- **Your instructions**:
The answer must be the full listing, reproduced word for word.

- **Information given**:
⁂
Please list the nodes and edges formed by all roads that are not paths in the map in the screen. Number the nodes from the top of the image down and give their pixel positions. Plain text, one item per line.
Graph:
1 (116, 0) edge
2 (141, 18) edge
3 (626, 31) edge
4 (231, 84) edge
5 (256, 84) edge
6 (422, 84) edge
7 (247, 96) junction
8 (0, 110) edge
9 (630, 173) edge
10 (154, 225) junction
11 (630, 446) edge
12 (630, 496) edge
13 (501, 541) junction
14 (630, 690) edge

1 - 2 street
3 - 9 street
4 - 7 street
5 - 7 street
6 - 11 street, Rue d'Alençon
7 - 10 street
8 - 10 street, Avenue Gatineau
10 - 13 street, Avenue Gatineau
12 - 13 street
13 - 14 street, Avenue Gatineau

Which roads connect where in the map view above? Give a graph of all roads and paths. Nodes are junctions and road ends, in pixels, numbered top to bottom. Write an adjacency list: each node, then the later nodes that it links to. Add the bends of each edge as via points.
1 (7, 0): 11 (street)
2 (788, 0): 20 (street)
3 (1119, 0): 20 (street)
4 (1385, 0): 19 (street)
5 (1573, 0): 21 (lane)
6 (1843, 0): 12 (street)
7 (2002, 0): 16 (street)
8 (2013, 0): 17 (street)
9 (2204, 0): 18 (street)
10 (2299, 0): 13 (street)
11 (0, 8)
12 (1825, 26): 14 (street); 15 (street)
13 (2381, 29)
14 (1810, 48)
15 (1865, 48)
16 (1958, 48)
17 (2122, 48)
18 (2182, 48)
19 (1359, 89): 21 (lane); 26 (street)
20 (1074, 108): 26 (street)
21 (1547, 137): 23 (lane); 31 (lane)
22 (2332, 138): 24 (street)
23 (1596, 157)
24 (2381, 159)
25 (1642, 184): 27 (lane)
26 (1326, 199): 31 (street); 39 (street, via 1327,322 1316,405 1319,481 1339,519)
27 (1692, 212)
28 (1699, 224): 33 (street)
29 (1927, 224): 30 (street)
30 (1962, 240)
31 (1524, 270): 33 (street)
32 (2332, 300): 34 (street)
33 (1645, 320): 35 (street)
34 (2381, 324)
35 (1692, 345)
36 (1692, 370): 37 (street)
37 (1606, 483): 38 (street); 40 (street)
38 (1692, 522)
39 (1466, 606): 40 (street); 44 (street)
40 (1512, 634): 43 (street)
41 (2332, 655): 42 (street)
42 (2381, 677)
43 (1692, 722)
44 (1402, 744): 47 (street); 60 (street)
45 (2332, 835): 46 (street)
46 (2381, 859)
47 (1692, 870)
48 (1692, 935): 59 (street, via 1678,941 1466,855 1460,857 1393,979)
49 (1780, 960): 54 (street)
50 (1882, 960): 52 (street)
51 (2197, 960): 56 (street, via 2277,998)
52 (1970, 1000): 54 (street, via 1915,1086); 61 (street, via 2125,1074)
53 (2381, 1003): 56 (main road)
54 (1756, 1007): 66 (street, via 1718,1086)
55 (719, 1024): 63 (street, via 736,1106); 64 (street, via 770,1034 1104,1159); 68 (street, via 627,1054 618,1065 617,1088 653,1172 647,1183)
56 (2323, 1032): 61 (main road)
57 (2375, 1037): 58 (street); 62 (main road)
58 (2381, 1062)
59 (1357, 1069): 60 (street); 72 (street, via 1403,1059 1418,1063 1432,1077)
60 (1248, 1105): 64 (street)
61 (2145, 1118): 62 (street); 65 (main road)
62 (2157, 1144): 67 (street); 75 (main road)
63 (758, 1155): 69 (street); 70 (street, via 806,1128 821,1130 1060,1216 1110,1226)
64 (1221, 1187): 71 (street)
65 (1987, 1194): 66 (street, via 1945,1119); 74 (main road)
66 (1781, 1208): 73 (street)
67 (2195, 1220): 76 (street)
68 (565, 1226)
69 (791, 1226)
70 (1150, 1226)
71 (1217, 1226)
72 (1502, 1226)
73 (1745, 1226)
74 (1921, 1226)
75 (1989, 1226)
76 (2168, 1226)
⁂
- **Exercise solution**:
Please list the nodes and edges formed by all roads that are not paths in the map in the screen. Number the nodes from the top of the image down and give their pixel positions. Plain text, one item per line.
Graph:
1 (116, 0) edge
2 (141, 18) edge
3 (626, 31) edge
4 (231, 84) edge
5 (256, 84) edge
6 (422, 84) edge
7 (247, 96) junction
8 (0, 110) edge
9 (630, 173) edge
10 (154, 225) junction
11 (630, 446) edge
12 (630, 496) edge
13 (501, 541) junction
14 (630, 690) edge

1 - 2 street
3 - 9 street
4 - 7 street
5 - 7 street
6 - 11 street, Rue d'Alençon
7 - 10 street
8 - 10 street, Avenue Gatineau
10 - 13 street, Avenue Gatineau
12 - 13 street
13 - 14 street, Avenue Gatineau

Which roads connect where in the map view above? Give a graph of all roads and paths. Nodes are junctions and road ends, in pixels, numbered top to bottom. Write an adjacency list: each node, then the later nodes that it links to. Add the bends of each edge as via points.
1 (7, 0): 11 (street)
2 (788, 0): 20 (street)
3 (1119, 0): 20 (street)
4 (1385, 0): 19 (street)
5 (1573, 0): 21 (lane)
6 (1843, 0): 12 (street)
7 (2002, 0): 16 (street)
8 (2013, 0): 17 (street)
9 (2204, 0): 18 (street)
10 (2299, 0): 13 (street)
11 (0, 8)
12 (1825, 26): 14 (street); 15 (street)
13 (2381, 29)
14 (1810, 48)
15 (1865, 48)
16 (1958, 48)
17 (2122, 48)
18 (2182, 48)
19 (1359, 89): 21 (lane); 26 (street)
20 (1074, 108): 26 (street)
21 (1547, 137): 23 (lane); 31 (lane)
22 (2332, 138): 24 (street)
23 (1596, 157)
24 (2381, 159)
25 (1642, 184): 27 (lane)
26 (1326, 199): 31 (street); 39 (street, via 1327,322 1316,405 1319,481 1339,519)
27 (1692, 212)
28 (1699, 224): 33 (street)
29 (1927, 224): 30 (street)
30 (1962, 240)
31 (1524, 270): 33 (street)
32 (2332, 300): 34 (street)
33 (1645, 320): 35 (street)
34 (2381, 324)
35 (1692, 345)
36 (1692, 370): 37 (street)
37 (1606, 483): 38 (street); 40 (street)
38 (1692, 522)
39 (1466, 606): 40 (street); 44 (street)
40 (1512, 634): 43 (street)
41 (2332, 655): 42 (street)
42 (2381, 677)
43 (1692, 722)
44 (1402, 744): 47 (street); 60 (street)
45 (2332, 835): 46 (street)
46 (2381, 859)
47 (1692, 870)
48 (1692, 935): 59 (street, via 1678,941 1466,855 1460,857 1393,979)
49 (1780, 960): 54 (street)
50 (1882, 960): 52 (street)
51 (2197, 960): 56 (street, via 2277,998)
52 (1970, 1000): 54 (street, via 1915,1086); 61 (street, via 2125,1074)
53 (2381, 1003): 56 (main road)
54 (1756, 1007): 66 (street, via 1718,1086)
55 (719, 1024): 63 (street, via 736,1106); 64 (street, via 770,1034 1104,1159); 68 (street, via 627,1054 618,1065 617,1088 653,1172 647,1183)
56 (2323, 1032): 61 (main road)
57 (2375, 1037): 58 (street); 62 (main road)
58 (2381, 1062)
59 (1357, 1069): 60 (street); 72 (street, via 1403,1059 1418,1063 1432,1077)
60 (1248, 1105): 64 (street)
61 (2145, 1118): 62 (street); 65 (main road)
62 (2157, 1144): 67 (street); 75 (main road)
63 (758, 1155): 69 (street); 70 (street, via 806,1128 821,1130 1060,1216 1110,1226)
64 (1221, 1187): 71 (street)
65 (1987, 1194): 66 (street, via 1945,1119); 74 (main road)
66 (1781, 1208): 73 (street)
67 (2195, 1220): 76 (street)
68 (565, 1226)
69 (791, 1226)
70 (1150, 1226)
71 (1217, 1226)
72 (1502, 1226)
73 (1745, 1226)
74 (1921, 1226)
75 (1989, 1226)
76 (2168, 1226)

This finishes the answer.